25 Billion glass bottles were recycled by the European nations with a stable recycling rate of 68% and in the UK, the average total glass recycling figure stands at 61%, according to figures published by the European Container Glass Federation (FEVE).
Glass stands out as one of the best examples of the closed loop production model, where bottles and jars are recycled back into bottles and jars again, not only because it is the most effectively recycled product in Europe or because it is 100% and infinitely recyclable, but also because of the well established separate collection schemes which are in place.
Figures released by the European Container Glass Federation (FEVE) showed that in 2010 the European Union maintained a stable average glass recycling rate at 68%, meaning that 25 billion glass bottles and jars were collected throughout the EU during 2010.

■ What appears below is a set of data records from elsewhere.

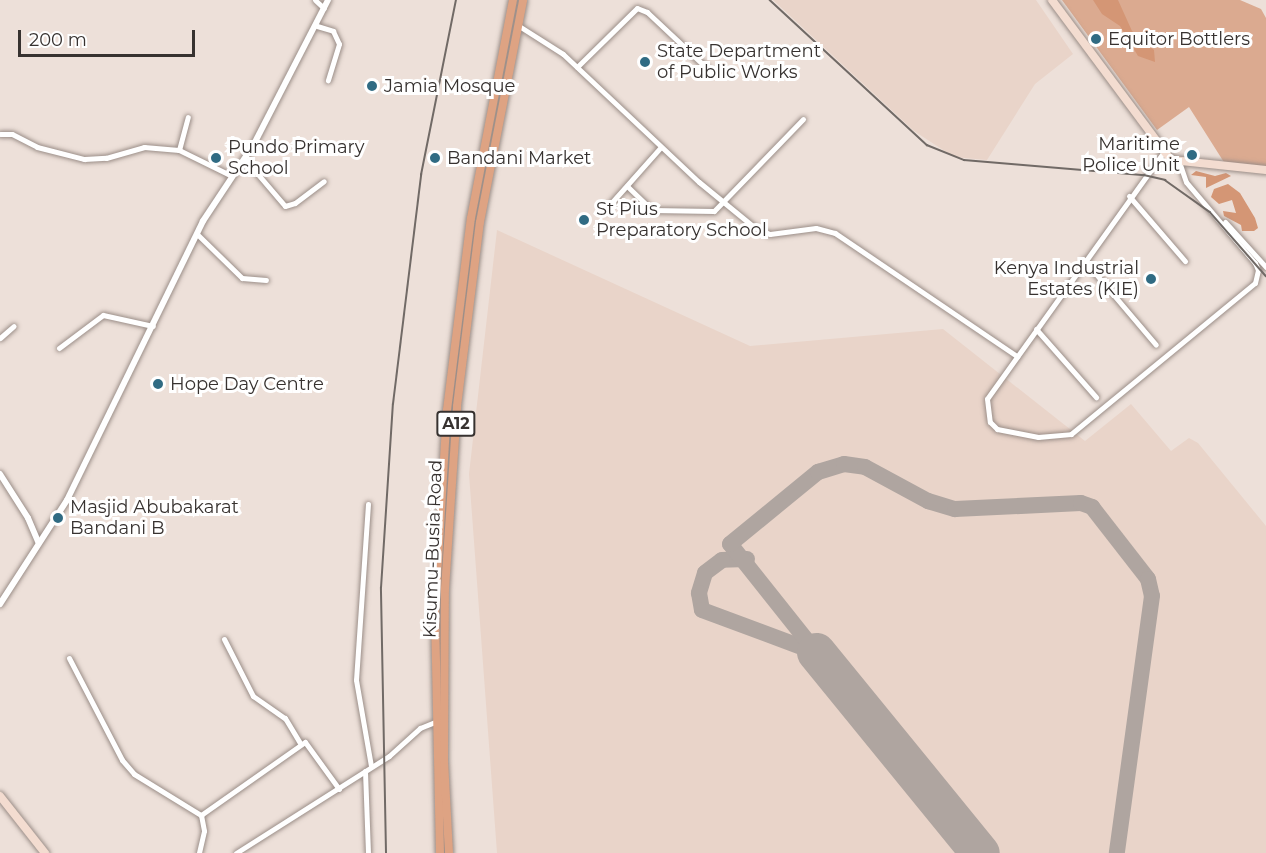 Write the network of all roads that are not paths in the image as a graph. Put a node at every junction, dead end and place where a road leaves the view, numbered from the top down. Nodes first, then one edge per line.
1 (315, 0) edge
2 (328, 0) edge
3 (513, 0) edge
4 (523, 0) edge
5 (1052, 0) edge
6 (324, 8) junction
7 (317, 26) junction
8 (519, 26) junction
9 (577, 67) junction
10 (712, 73) dead end
11 (328, 80) dead end
12 (188, 117) dead end
13 (803, 119) dead end
14 (0, 134) edge
15 (661, 147) junction
16 (180, 150) junction
17 (1163, 153) junction
18 (244, 158) junction
19 (1179, 162) junction
20 (1266, 170) edge
21 (232, 176) junction
22 (324, 181) dead end
23 (627, 186) junction
24 (1129, 196) junction
25 (724, 202) junction
26 (605, 210) dead end
27 (1221, 220) junction
28 (197, 234) junction
29 (1084, 260) junction
30 (1185, 261) dead end
31 (1266, 267) edge
32 (266, 280) dead end
33 (14, 326) dead end
34 (153, 326) junction
35 (1036, 329) junction
36 (0, 338) edge
37 (1156, 345) dead end
38 (59, 348) dead end
39 (1017, 356) junction
40 (1096, 397) dead end
41 (0, 474) edge
42 (368, 504) dead end
43 (38, 543) junction
44 (0, 604) edge
45 (224, 639) dead end
46 (69, 658) dead end
47 (435, 722) junction
48 (300, 743) junction
49 (371, 766) junction
50 (365, 771) junction
51 (339, 789) junction
52 (0, 796) edge
53 (201, 815) junction
54 (45, 853) edge
55 (199, 853) edge
56 (236, 853) edge
57 (368, 853) edge
58 (440, 853) edge
59 (449, 853) edge

1 - 6 street
2 - 6 street
3 - 47 highway, Kisumu-Busia Road / A12
4 - 8 highway, Kisumu-Busia Road / A12
5 - 17 main road
6 - 7 street
7 - 11 street
7 - 18 street
8 - 9 street
8 - 59 highway, Kisumu-Busia Road / A12
9 - 10 street
9 - 15 street
12 - 16 street
13 - 25 street
14 - 16 street
15 - 23 street
15 - 25 street
16 - 21 street
17 - 19 main road
17 - 24 street
18 - 21 street
18 - 22 street
19 - 20 main road
19 - 27 street
21 - 28 street
23 - 25 street
23 - 26 street
24 - 29 street
24 - 30 street
25 - 39 street
27 - 31 street
27 - 39 street
28 - 32 street
28 - 34 street
29 - 35 street
29 - 37 street
33 - 36 street
34 - 38 street
34 - 43 street
35 - 39 street
35 - 40 street
41 - 43 street
42 - 49 street
43 - 44 street
45 - 48 street
46 - 53 street
47 - 49 street
47 - 58 highway, Kisumu-Busia Road / A12
48 - 51 street
48 - 53 street
49 - 50 street
50 - 51 street
50 - 57 street
51 - 56 street
52 - 54 main road
53 - 55 street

The report stated the UK has a total glass recycling average of 61%, however, only 600,000 tonnes of the total 1.6 million tonnes collected is currently being sent for re-melt. Around 400,000 tonnes continues to be destined for aggregates, which is of lower environmental benefit than glass remelted for use in new bottles and jars.
There is plenty more that can be done, because more recycled glass is very beneficial for the environment and the study highlights some good practices.
The closed loop system is a practice with major environmental benefits, more recycled glass results in less waste being generated, less energy being used, fewer raw materials being extracted and less CO2 is emitted.
In Europe 80% of glass bottles and jars are recycled this way, using this method of glass recycling, the EU has reported to have saved more than 12 million tonnes of raw materials (sand, soda ash and limestone) in 2010.
In addition to raw materials being saved, more than 7 million tonnes of CO2 was avoided, which is the equal to taking 4 million cars off the road.
In March 2012, the chancellor announced changes to packaging regulations which will set new government targets for recycled targets in the UK. This should see glass recycling split into sub-categories in an effort to boost the amount of glass that is sent to re-melt.
Rebecca Cocking, head of container affairs at British Glass said:
We would still urge the government that while local authorities are not subject to this legislation, there is a danger that too much cullet will continue to end up in our roads instead of back on the shelf.